This is part of a series exploring how collective intelligence can create a better world. Read the whole series here.
Think you’ve landed on the solution to the global warming crisis, if only you could get someone to hear you out? Tired of your friends and family suddenly remembering “other plans” and darting off the moment you start laying out your glorious ideas? Finally, there’s an alternative to tormenting your near-and-dear: Climate CoLab, a project from the MIT Center for Collective Intelligence, wants to provide you — yes, you! — with a listening ear, through a platform that makes it easier for everyone to come up with solutions to climate change.
Why are they so interested in what you have to say? Because, as Climate CoLab principal investigator Thomas Malone sees it, top-down approaches like international treaties or national legislation don’t seem like they’re going to get us out of our planetary pickles. So he’s decided to see what us regular schmos can come up with, instead.
By crowdsourcing ideas on everything from enacting carbon taxes to reducing bus emissions and designing more efficient buildings, Climate CoLab hopes to dig up “new angles, new perspectives, new ways of looking at things,” the lab’s community manager, Laur Fisher, says.

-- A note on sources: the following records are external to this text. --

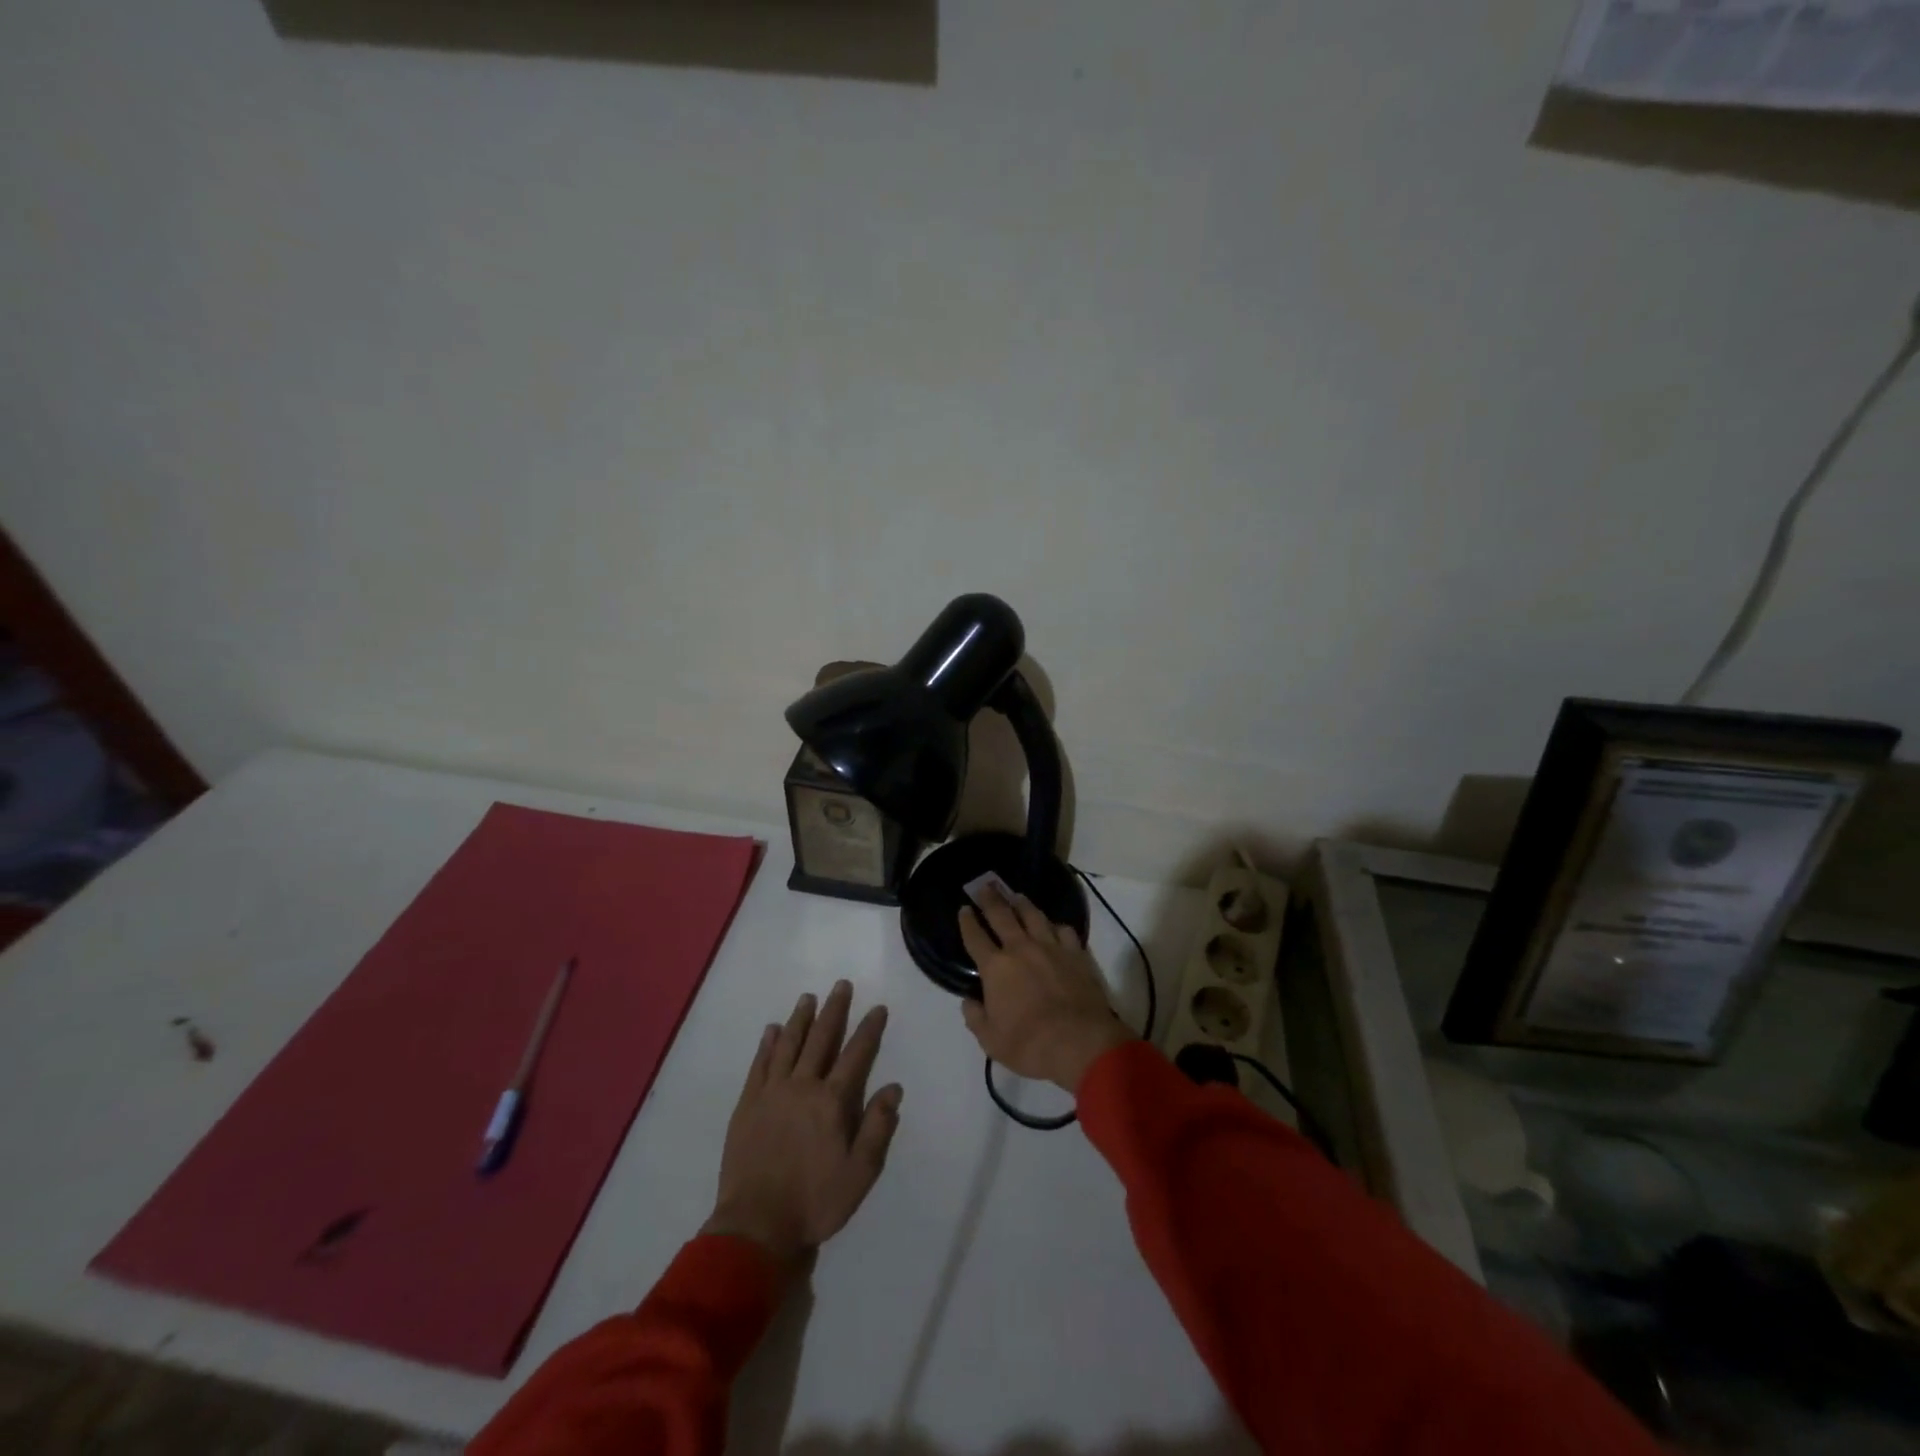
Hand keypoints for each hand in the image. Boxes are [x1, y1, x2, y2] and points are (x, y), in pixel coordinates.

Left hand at [704, 981, 901, 1269]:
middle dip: (834, 1010)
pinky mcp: (747, 1104)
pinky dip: (767, 1044)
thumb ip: (878, 1128)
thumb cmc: (815, 1202)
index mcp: (831, 1102)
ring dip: (800, 1019)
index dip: (869, 1030)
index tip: (878, 1008)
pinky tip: (771, 1030)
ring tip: (808, 997)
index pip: (856, 1055)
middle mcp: (802, 1086)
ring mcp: (771, 1093)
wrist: (756, 1225)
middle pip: (820, 1039)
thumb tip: (894, 1088)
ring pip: (788, 1045)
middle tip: (841, 985)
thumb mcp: (860, 1174)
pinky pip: (759, 1065)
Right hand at [958, 885, 1132, 1093]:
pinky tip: (1054, 926)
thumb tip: (969, 1001)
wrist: (1079, 1042)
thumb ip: (976, 1018)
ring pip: (1034, 916)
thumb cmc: (1029, 1044)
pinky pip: (1064, 931)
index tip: (963, 909)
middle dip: (990, 899)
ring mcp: (1051, 947)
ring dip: (1022, 904)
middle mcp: (1021, 949)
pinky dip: (1056, 926)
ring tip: (1017, 895)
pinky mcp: (1076, 953)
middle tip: (985, 886)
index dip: (967, 922)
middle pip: (1002, 915)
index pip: (975, 937)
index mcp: (995, 968)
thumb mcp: (991, 1041)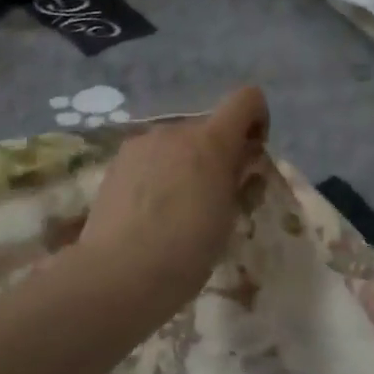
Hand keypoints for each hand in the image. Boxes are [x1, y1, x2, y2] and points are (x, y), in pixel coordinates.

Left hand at [75, 86, 269, 319]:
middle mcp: (175, 131)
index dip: (257, 120)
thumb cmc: (186, 251)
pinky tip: (150, 211)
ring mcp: (141, 144)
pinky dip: (160, 173)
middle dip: (218, 153)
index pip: (247, 99)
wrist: (118, 274)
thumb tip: (241, 161)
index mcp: (211, 142)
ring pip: (177, 143)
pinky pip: (151, 157)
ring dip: (186, 163)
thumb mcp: (228, 217)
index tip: (251, 157)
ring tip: (178, 208)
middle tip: (214, 197)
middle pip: (209, 127)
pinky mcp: (117, 162)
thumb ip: (238, 179)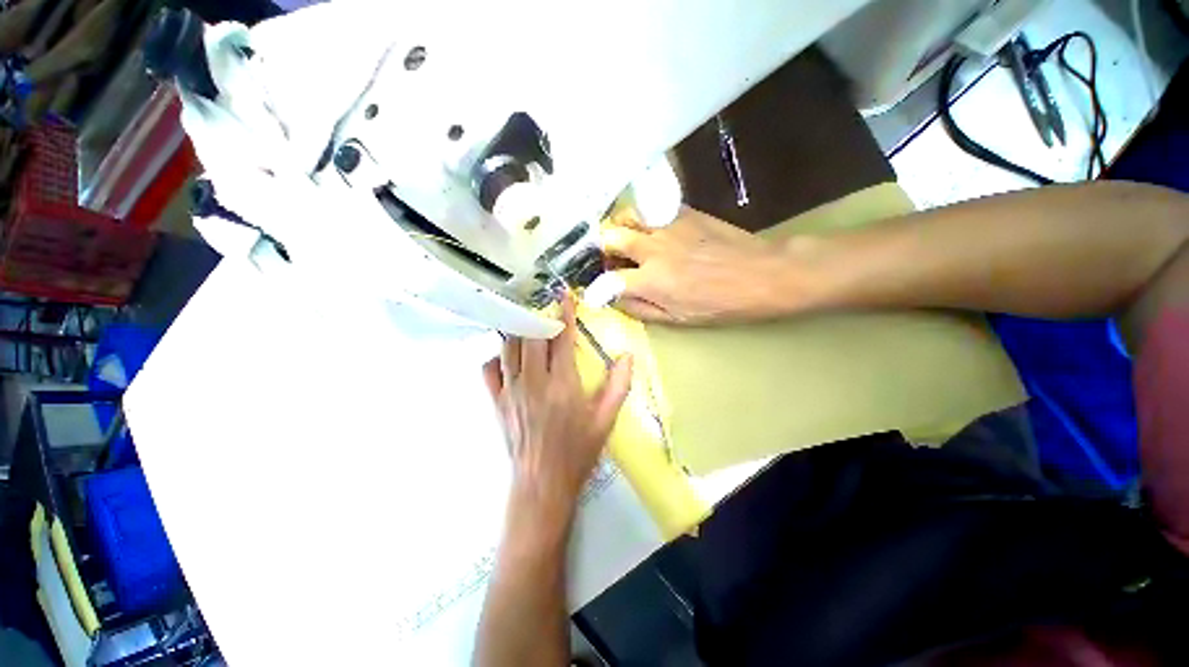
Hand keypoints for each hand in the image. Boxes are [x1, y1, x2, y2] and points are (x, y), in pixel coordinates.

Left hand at [482, 296, 633, 526]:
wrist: (543, 483)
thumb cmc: (578, 452)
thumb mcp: (605, 420)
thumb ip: (618, 385)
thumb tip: (626, 356)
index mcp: (562, 384)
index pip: (562, 338)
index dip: (564, 313)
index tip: (564, 295)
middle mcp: (533, 381)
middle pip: (532, 336)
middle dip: (540, 317)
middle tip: (547, 308)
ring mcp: (510, 391)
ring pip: (509, 347)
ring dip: (519, 330)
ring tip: (528, 322)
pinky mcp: (497, 402)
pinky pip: (490, 370)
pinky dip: (497, 355)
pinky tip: (507, 353)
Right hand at [593, 206, 805, 323]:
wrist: (761, 273)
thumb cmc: (720, 304)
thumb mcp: (678, 319)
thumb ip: (641, 310)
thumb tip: (616, 300)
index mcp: (652, 280)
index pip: (608, 281)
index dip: (595, 289)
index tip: (593, 292)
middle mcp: (653, 248)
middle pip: (610, 237)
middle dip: (602, 249)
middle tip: (610, 260)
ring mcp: (668, 226)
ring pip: (627, 215)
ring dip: (620, 229)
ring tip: (627, 241)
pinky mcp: (683, 212)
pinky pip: (651, 209)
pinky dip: (642, 220)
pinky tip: (652, 231)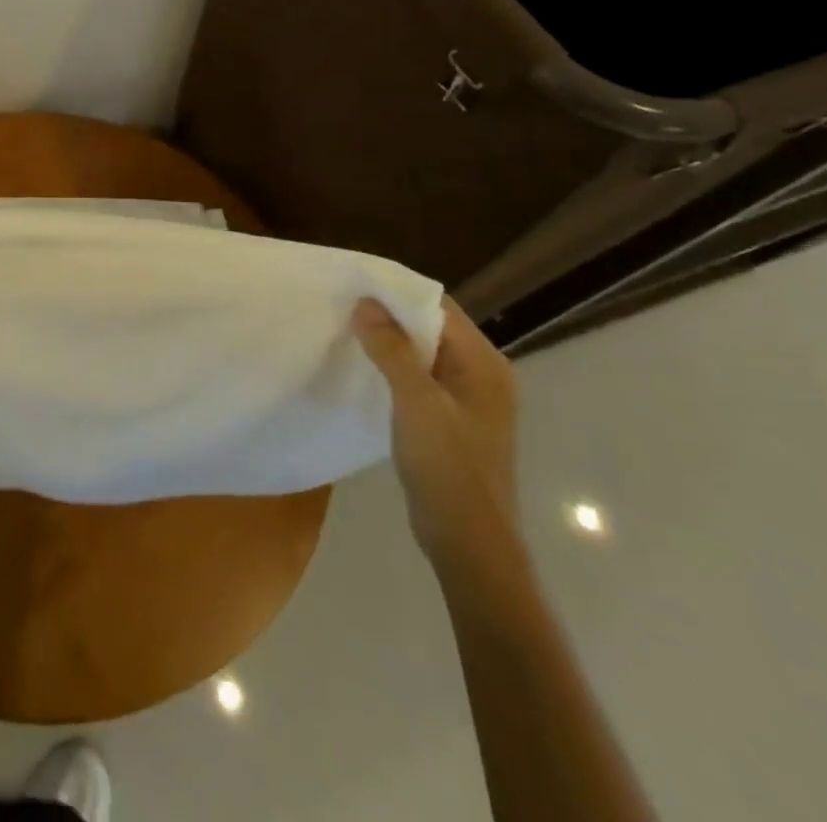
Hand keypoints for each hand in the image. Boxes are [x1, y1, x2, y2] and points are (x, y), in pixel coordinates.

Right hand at [354, 296, 522, 581]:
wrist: (469, 542)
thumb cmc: (448, 466)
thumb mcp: (416, 402)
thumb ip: (392, 350)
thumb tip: (366, 304)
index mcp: (484, 364)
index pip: (439, 307)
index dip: (397, 293)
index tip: (355, 284)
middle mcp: (481, 375)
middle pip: (430, 328)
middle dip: (389, 317)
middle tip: (343, 307)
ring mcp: (467, 400)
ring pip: (422, 354)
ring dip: (389, 344)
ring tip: (346, 332)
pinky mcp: (451, 421)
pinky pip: (420, 379)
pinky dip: (394, 370)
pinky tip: (364, 371)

CoLab staffers do this by organizing contests where anyone can submit a creative climate solution. Then they call on expert judges to weed through and pull out the schemes that actually might be feasible (because, as Malone explains, while crowds are very good at coming up with out-of-the box ideas, we’re not always very practical). Finally, the judges choose one set of winners, then turn to crowdsourcing again, letting users vote for their favorites. This not only creates a way for more people to get involved, but could also hone in on which solutions are socially viable, because, while groups of people aren’t necessarily the most analytical, “crowds can do a good job of assessing what crowds want,” Malone says — an important thing to know when trying to garner support in order to put a plan into action.
Last year, Climate CoLab held 18 contests, reeling in about 400 proposals from a fairly diverse group from around the world. Submissions ran the gamut from fun to pragmatic, and from grounded in reality … to clearly not. Examples of winning proposals include getting kids to develop eco-friendly habits through a Tamagotchi-like “pet” that you keep alive through green deeds, and developing power plants that remove excess CO2 via wet limestone scrubbing.
While overall the contestants were an educated bunch – 84 percent had graduated from college, and 58 percent had completed or were currently attending graduate school – they didn’t necessarily come from environmental fields. For example, Dennis Peterson, who has now won three Climate CoLab contests, is a software engineer who calls himself an amateur when it comes to climate change. Still, he produced an overarching plan to reduce carbon emissions that won the popular choice award in 2011. He won another popular choice award in the “electric power sector” category in 2013 with his proposal to invest in nuclear fusion.
While winning a Climate CoLab contest doesn’t mean that your big idea will ever become reality, Fisher hopes the stamp of approval will lend a certain credibility to the ideas. “What we do have the privilege of at MIT is being a connective power,” Fisher says. From inventors and funders to experts and policy makers, “we do work really hard on connecting our winners with the right people to move things forward.”
For Peterson, the awards meant he got to present his plans to a group at the United Nations, to another group of staffers at the U.S. Congress, and at a conference at MIT. “Before I started on all of this, I was on Reddit commenting on [climate-related articles] all the time. But that’s kind of less satisfying than talking to the UN or going to a conference,” Peterson says. “[Colab] is a way of taking ideas and putting them into a forum that has a little more chance of becoming something real.”
When it comes to dealing with climate change, “we never know where the breakthrough ideas are going to come from, or what they’re going to look like,” Fisher says. Who knows: maybe, it could even be one of yours.